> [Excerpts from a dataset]
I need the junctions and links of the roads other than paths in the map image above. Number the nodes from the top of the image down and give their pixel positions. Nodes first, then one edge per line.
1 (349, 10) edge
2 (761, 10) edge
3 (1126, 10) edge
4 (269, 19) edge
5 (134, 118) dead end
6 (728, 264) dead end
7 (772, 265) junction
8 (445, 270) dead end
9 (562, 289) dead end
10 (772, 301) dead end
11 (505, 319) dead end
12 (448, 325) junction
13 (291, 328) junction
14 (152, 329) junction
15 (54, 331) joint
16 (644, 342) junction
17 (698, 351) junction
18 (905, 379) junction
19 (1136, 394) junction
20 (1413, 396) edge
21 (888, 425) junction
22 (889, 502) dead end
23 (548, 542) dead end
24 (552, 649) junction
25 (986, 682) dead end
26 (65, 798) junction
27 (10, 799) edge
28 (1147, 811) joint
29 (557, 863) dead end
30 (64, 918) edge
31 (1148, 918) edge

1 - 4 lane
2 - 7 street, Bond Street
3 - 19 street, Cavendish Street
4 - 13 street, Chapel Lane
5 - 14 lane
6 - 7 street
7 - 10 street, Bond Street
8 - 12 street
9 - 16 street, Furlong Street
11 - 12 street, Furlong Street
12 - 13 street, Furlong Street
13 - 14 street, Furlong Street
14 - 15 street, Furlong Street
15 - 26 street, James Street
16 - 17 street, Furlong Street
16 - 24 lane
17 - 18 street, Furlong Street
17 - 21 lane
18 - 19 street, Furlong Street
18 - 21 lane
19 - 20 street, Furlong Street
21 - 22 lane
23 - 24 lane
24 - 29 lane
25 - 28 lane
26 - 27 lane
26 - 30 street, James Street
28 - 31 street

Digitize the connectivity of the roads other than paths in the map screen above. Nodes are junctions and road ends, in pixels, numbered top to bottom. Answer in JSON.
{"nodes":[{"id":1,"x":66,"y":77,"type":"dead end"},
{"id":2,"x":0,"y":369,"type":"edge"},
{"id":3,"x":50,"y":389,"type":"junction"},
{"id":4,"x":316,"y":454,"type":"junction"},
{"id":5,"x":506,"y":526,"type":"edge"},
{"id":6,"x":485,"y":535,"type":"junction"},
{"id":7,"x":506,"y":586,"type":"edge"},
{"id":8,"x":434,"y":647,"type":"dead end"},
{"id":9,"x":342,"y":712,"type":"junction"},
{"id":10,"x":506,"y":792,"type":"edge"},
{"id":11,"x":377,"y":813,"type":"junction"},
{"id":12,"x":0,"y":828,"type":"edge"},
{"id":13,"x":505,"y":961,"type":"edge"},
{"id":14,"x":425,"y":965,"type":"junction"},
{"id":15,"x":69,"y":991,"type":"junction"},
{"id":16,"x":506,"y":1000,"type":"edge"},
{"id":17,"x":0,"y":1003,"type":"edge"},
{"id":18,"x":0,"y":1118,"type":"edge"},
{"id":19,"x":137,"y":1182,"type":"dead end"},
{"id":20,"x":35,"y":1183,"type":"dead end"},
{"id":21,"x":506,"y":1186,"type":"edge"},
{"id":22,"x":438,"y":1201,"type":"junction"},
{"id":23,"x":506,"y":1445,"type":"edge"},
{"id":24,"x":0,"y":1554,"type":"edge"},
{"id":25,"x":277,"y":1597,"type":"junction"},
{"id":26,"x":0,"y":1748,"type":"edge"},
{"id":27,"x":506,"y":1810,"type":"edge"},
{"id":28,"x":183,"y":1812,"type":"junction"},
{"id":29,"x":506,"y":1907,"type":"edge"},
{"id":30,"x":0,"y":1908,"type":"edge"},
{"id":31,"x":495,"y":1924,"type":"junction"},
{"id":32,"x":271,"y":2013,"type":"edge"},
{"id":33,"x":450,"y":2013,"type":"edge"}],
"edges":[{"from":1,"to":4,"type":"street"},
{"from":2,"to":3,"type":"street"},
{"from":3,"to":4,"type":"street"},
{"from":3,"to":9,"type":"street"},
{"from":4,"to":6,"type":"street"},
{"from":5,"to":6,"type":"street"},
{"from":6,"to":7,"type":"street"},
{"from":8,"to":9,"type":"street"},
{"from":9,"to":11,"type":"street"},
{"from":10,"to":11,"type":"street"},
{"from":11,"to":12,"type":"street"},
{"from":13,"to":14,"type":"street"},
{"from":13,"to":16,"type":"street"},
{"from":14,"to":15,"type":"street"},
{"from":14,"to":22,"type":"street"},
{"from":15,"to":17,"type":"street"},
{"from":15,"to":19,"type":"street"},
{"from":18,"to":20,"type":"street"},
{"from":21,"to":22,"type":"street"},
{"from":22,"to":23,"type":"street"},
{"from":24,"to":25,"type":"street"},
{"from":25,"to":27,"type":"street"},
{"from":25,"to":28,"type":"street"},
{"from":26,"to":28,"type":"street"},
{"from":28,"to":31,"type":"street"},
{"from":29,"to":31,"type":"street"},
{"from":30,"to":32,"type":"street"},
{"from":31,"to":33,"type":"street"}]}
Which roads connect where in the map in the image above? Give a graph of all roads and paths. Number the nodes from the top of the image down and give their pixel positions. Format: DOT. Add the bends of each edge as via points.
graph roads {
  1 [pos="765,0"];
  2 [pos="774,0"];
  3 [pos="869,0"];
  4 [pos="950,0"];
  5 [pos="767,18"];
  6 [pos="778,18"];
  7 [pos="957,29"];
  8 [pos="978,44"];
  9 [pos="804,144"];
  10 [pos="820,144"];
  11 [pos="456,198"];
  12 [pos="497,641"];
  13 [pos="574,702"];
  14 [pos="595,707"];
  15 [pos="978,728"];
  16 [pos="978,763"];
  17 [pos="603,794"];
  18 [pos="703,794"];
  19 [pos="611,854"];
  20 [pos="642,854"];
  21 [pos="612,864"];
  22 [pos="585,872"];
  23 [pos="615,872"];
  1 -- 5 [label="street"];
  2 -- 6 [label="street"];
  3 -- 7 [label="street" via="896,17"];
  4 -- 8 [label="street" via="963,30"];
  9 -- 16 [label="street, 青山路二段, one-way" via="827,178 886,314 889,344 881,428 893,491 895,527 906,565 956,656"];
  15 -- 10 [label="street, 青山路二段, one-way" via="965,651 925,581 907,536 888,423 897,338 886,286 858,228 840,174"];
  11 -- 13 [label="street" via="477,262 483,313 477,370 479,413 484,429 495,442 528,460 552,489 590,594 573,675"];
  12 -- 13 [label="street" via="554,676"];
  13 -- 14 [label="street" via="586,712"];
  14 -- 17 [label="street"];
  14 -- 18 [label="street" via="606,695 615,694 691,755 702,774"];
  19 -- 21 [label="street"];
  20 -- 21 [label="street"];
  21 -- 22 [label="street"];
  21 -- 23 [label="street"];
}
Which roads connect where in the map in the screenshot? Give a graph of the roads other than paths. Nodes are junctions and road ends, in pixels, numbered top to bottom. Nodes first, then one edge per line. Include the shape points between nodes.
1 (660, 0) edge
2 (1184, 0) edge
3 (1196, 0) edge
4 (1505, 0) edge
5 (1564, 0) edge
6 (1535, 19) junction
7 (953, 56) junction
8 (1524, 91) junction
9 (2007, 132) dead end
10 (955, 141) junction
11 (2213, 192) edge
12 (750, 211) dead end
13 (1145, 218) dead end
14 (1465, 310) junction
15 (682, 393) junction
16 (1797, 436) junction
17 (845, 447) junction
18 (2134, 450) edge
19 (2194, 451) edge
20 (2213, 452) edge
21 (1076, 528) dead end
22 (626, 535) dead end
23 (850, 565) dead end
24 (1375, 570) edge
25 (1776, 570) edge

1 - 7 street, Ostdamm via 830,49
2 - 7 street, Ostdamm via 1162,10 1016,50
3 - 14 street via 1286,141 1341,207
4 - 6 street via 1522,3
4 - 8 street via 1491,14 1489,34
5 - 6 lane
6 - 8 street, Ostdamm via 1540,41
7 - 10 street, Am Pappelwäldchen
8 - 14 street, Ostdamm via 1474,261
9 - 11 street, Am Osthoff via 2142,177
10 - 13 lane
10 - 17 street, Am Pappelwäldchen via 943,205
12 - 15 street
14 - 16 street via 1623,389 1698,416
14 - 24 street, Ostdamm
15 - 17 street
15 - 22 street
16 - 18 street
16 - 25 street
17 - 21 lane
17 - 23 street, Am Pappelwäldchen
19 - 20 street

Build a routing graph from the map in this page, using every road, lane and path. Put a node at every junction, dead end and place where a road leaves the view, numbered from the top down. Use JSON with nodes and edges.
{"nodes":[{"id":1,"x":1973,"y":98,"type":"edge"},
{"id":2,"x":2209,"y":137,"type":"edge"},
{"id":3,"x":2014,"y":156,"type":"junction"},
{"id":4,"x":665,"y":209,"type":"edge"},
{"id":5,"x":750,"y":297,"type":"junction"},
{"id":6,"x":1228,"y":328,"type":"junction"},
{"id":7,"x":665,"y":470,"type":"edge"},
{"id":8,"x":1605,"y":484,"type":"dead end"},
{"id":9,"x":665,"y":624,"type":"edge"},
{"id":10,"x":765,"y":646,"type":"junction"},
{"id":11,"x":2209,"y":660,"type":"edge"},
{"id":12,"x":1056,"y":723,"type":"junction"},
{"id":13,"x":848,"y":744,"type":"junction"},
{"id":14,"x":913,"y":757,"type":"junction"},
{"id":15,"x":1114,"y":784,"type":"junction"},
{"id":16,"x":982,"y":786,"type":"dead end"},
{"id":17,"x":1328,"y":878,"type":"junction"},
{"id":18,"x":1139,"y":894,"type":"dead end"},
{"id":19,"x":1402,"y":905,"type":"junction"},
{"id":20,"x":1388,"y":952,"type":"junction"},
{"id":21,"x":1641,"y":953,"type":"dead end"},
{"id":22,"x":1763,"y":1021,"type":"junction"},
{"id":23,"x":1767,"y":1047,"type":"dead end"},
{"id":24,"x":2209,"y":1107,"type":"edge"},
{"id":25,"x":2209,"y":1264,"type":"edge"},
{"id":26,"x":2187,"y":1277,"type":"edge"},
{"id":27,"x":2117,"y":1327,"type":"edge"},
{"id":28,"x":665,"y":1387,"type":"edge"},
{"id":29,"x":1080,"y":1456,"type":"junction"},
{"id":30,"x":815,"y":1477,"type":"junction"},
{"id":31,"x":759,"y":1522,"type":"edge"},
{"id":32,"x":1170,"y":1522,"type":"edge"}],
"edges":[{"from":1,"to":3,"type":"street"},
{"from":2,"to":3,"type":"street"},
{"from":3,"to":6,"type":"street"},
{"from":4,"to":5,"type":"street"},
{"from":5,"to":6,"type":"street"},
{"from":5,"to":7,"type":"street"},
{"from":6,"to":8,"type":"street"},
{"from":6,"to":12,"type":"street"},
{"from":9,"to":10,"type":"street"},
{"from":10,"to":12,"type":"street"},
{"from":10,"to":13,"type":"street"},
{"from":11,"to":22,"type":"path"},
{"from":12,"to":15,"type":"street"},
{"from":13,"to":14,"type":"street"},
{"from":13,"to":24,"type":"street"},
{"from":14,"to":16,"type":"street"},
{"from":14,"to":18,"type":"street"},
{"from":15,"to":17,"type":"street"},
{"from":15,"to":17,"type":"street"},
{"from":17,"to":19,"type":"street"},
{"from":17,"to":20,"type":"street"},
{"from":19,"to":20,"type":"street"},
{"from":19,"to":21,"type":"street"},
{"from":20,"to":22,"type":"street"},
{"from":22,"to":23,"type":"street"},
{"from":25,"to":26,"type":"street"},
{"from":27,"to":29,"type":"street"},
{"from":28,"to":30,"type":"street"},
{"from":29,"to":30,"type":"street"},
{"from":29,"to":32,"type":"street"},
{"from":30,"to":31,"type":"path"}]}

> [Work instructions] The exercise is to copy out every line above that has the word "Furlong" in it.

> [Answer space]
9 - 16 street, Furlong Street
11 - 12 street, Furlong Street
12 - 13 street, Furlong Street
13 - 14 street, Furlong Street
14 - 15 street, Furlong Street
16 - 17 street, Furlong Street
17 - 18 street, Furlong Street
18 - 19 street, Furlong Street
19 - 20 street, Furlong Street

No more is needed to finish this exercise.